Source:
https://scmp.com/article/608113/new-programme-explain-role-conductor

New programme to explain the role of the conductor

At last year's Know Your Ballet Music programme, both Hong Kong Sinfonietta (HKS) music director Yip Wing-sie and John Meehan, artistic director of the Hong Kong Ballet, were left in no doubt that the audience wanted more of the same.

The follow-up programme will take place on December 1 and 2, and will pick up from where they left off, with Yip and Meehan guiding the audience through developments in dance following the Tchaikovsky era.

'Last time we focused on the dancers,' said Yip. 'This time we will touch more on the role of the choreographer, with John once again giving the historical perspective on the subject.'

The composer-impresario relationship between Igor Stravinsky and Sergei Diaghilev was fractious at times, but it did produce some of the greatest ballets of the early 20th century.

'We've put quite a lot of emphasis on Stravinsky,' Yip said. 'We'll present excerpts from both The Firebird and Pulcinella, contrasting with sections from his massive Rite of Spring which have been specially arranged for the HKS forces on this occasion.'

The story will also present other music associated with Diaghilev's famous Ballets Russes; Debussy's Prelude a l'apres-midi d'un faune and de Falla's The Three-Cornered Hat.

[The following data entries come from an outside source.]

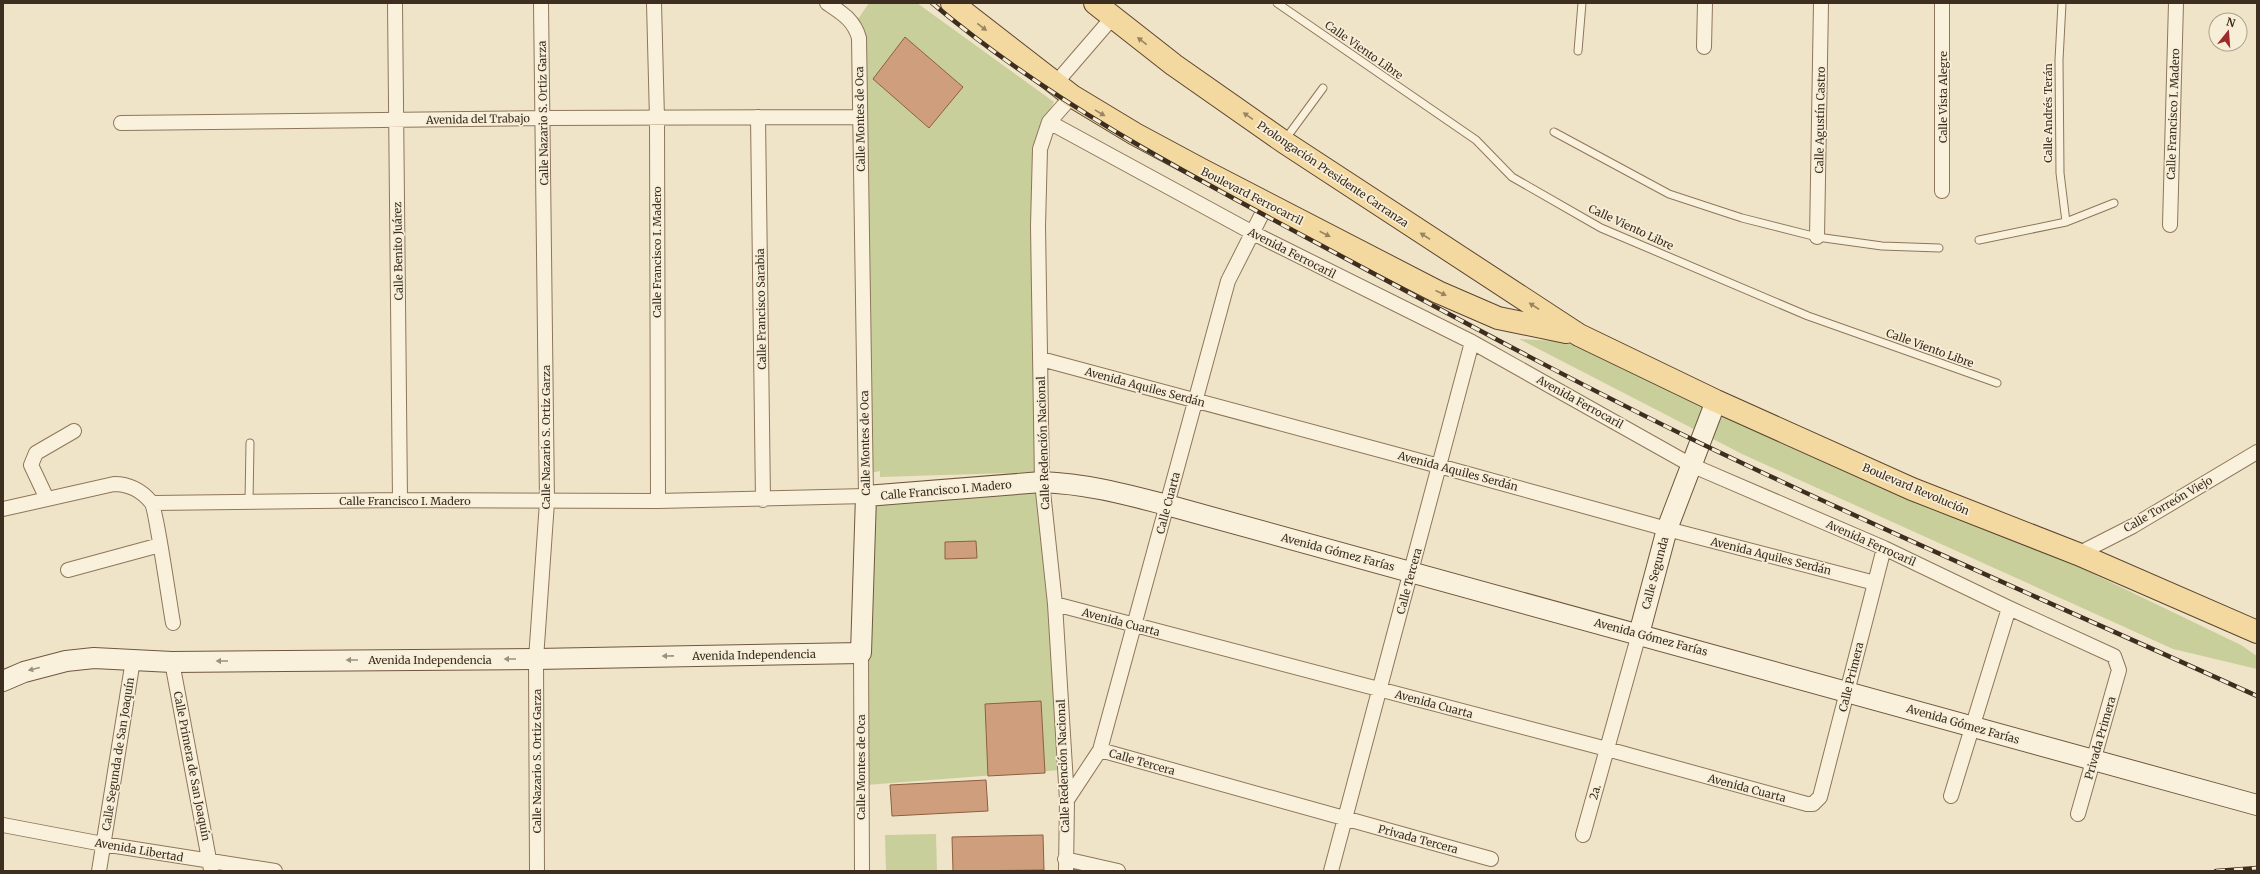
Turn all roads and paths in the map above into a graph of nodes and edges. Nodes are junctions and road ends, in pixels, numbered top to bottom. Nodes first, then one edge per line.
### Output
1 (395, 3) edge
2 (541, 3) edge
3 (654, 3) edge
4 (827, 3) edge
5 (952, 3) edge
6 (1095, 3) edge
7 (1277, 3) edge
8 (1582, 3) edge
9 (1705, 3) edge
10 (1821, 3) edge
11 (1942, 3) edge
12 (2062, 3) edge
13 (2176, 3) edge
14 (1112, 18) junction
15 (1704, 47) dead end
16 (1578, 51) dead end
17 (1323, 88) dead end
18 (1063, 90) junction
19 (758, 117) junction
20 (860, 117) junction
21 (543, 118) junction
22 (657, 119) junction
23 (397, 120) junction
24 (1050, 122) junction
25 (121, 123) dead end
26 (1554, 132) dead end
27 (1284, 142) junction
28 (1942, 191) dead end
29 (2114, 203) dead end
30 (1267, 204) junction
31 (2066, 222) junction
32 (2170, 225) dead end
33 (1252, 233) junction
34 (1816, 237) junction
35 (1979, 240) dead end
36 (1939, 248) dead end
37 (1579, 335) junction
38 (1472, 342) junction
39 (1041, 358) junction
40 (1997, 384) dead end
41 (1196, 400) junction
42 (1716, 400) junction
43 (74, 431) dead end
44 (250, 443) dead end
45 (2257, 452) edge
46 (1691, 465) junction
47 (1439, 466) junction
48 (1042, 482) junction
49 (866, 496) junction
50 (47, 499) junction
51 (400, 500) junction
52 (763, 500) junction
53 (658, 501) junction
54 (249, 502) junction
55 (547, 502) junction
56 (153, 503) junction
57 (1167, 505) junction
58 (3, 509) edge
59 (1667, 529) junction
60 (160, 545) junction
61 (1884, 548) junction
62 (2078, 554) junction
63 (68, 570) dead end
64 (1411, 572) junction
65 (1875, 583) junction
66 (1055, 604) junction
67 (2009, 608) junction
68 (173, 623) dead end
69 (1135, 625) junction
70 (2257, 632) edge
71 (1639, 634) junction
72 (860, 652) junction
73 (536, 659) junction
74 (133, 660) junction
75 (172, 662) junction
76 (2118, 662) joint
77 (3, 680) edge
78 (1380, 690) junction
79 (1847, 692) junction
80 (1972, 727) junction
81 (1607, 749) junction
82 (1100, 750) junction
83 (2093, 761) junction
84 (1951, 796) dead end
85 (1067, 800) junction
86 (1814, 804) joint
87 (2257, 805) edge
88 (2078, 814) dead end
89 (1345, 819) junction
90 (3, 825) edge
91 (1583, 835) dead end
92 (103, 844) junction
93 (1491, 859) dead end
94 (1066, 865) edge
95 (211, 867) edge
96 (99, 871) edge
97 (276, 871) edge
98 (537, 871) edge
99 (862, 871) edge
100 (1118, 871) edge
101 (1331, 871) edge

1 - 23 street, Calle Benito Juárez
2 - 21 street, Calle Nazario S. Ortiz Garza
3 - 22 street, Calle Francisco I. Madero
4 - 20 street, Calle Montes de Oca
5 -> 18 main road, Boulevard Ferrocarril
6 - 14 main road, Prolongación Presidente Carranza
7 - 40 lane, Calle Viento Libre
8 - 16 lane
9 - 15 street
10 - 34 street, Calle Agustín Castro
11 - 28 street, Calle Vista Alegre
12 - 31 lane, Calle Andrés Terán
13 - 32 street, Calle Francisco I. Madero
14 - 18 street, Calle Redención Nacional
27 -> 14 main road, Prolongación Presidente Carranza
17 - 27 lane
18 - 24 street, Calle Redención Nacional
18 -> 30 main road, Boulevard Ferrocarril
19 - 20 street, Avenida del Trabajo
19 - 22 street, Avenida del Trabajo
19 - 52 street, Calle Francisco Sarabia
20 - 49 street, Calle Montes de Oca
21 - 22 street, Avenida del Trabajo
21 - 23 street, Avenida del Trabajo
21 - 55 street, Calle Nazario S. Ortiz Garza
22 - 53 street, Calle Francisco I. Madero
23 - 25 street, Avenida del Trabajo
23 - 51 street, Calle Benito Juárez
24 - 33 street, Avenida Ferrocaril
24 - 39 street, Calle Redención Nacional
26 - 34 lane
37 -> 27 main road, Prolongación Presidente Carranza
29 - 31 lane
30 - 33 street, Calle Cuarta
30 -> 37 main road, Boulevard Ferrocarril
31 - 35 lane
33 - 38 street, Avenida Ferrocaril
33 - 41 street, Calle Cuarta
34 - 36 lane
37 - 42 main road, Boulevard Revolución
38 - 46 street, Avenida Ferrocaril
38 - 47 street, Calle Tercera
39 - 41 street, Avenida Aquiles Serdán
39 - 48 street, Calle Redención Nacional
41 - 47 street, Avenida Aquiles Serdán
41 - 57 street, Calle Cuarta
42 - 46 main road, Calle Segunda
42 - 62 main road, Boulevard Revolución
43 - 50 street
44 - 54 lane
45 - 62 street, Calle Torreón Viejo
46 - 59 main road, Calle Segunda
46 - 61 street, Avenida Ferrocaril
47 - 59 street, Avenida Aquiles Serdán
47 - 64 street, Calle Tercera
48 - 49 main road, Calle Francisco I. Madero
48 - 57 main road, Avenida Gómez Farías
48 - 66 street, Calle Redención Nacional
49 - 52 street, Calle Francisco I. Madero
49 - 72 main road, Calle Montes de Oca
50 - 56 street
50 - 58 street
51 - 54 street, Calle Francisco I. Madero
51 - 55 street, Calle Francisco I. Madero
52 - 53 street, Calle Francisco I. Madero
53 - 55 street, Calle Francisco I. Madero
54 - 56 street, Calle Francisco I. Madero
55 - 73 street, Calle Nazario S. Ortiz Garza
56 - 60 street
57 - 64 main road, Avenida Gómez Farías
57 - 69 street, Calle Cuarta
59 - 65 street, Avenida Aquiles Serdán
59 - 71 main road, Calle Segunda
60 - 63 street
60 - 68 street
61 - 65 street, Calle Primera
61 - 67 street, Avenida Ferrocaril
62 - 70 main road, Boulevard Revolución
64 - 71 main road, Avenida Gómez Farías
64 - 78 street, Calle Tercera
65 - 79 street, Calle Primera
66 - 69 street, Avenida Cuarta
66 - 85 street, Calle Redención Nacional
67 - 76 street, Avenida Ferrocaril
67 - 80 street
69 - 78 street, Avenida Cuarta
69 - 82 street, Calle Cuarta
71 - 79 main road, Avenida Gómez Farías
71 - 81 street, Calle Segunda
72 -> 73 main road, Avenida Independencia
72 - 99 street, Calle Montes de Oca
73 -> 75 main road, Avenida Independencia
73 - 98 street, Calle Nazario S. Ortiz Garza
74 - 75 main road, Avenida Independencia
74 -> 77 main road, Avenida Independencia
74 - 92 street, Calle Segunda de San Joaquín
75 - 95 street, Calle Primera de San Joaquín
76 - 83 street, Privada Primera
78 - 81 street, Avenida Cuarta
78 - 89 street, Calle Tercera
79 - 80 main road, Avenida Gómez Farías
79 - 86 street, Calle Primera
80 - 83 main road, Avenida Gómez Farías
80 - 84 street
81 - 86 street, Avenida Cuarta
81 - 91 street, 2a.
82 - 85 street, Calle Cuarta
82 - 89 street, Calle Tercera
83 - 87 main road, Avenida Gómez Farías
83 - 88 street, Privada Primera
85 - 94 street, Calle Redención Nacional
89 - 93 street, Privada Tercera
89 - 101 street, Calle Tercera
90 - 92 street, Avenida Libertad
92 - 95 street, Avenida Libertad
92 - 96 street, Calle Segunda de San Joaquín
94 - 100 street
95 - 97 street, Avenida Libertad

November 2 and 3 will see the latest programme in the Shortcut to Classical Music series, this time presenting the Story of the Conductor. Simultaneous projections will show clearly what is happening on stage during the performance and give details of what is going on in the score.

'We'll be starting with pieces led by the players themselves and move to an explanation as to why the conductor's role was born,' said Yip.

One of the tests of a conductor's mettle is in a concerto context, so parts of a bassoon concerto will be used to demonstrate how the conductor needs to show sensitivity in both following and anticipating what a soloist might do.

It wasn't until after completing her violin studies in Britain that Yip began to study conducting seriously, and the first signs of talent sprouted while she was still quite young.

'My father is a conductor, and I sang with my two sisters in the children's choir he formed. Whenever he needed to leave a rehearsal to answer the phone or deal with an urgent administrative matter, I simply got up and continued conducting the choir until he returned,' she said.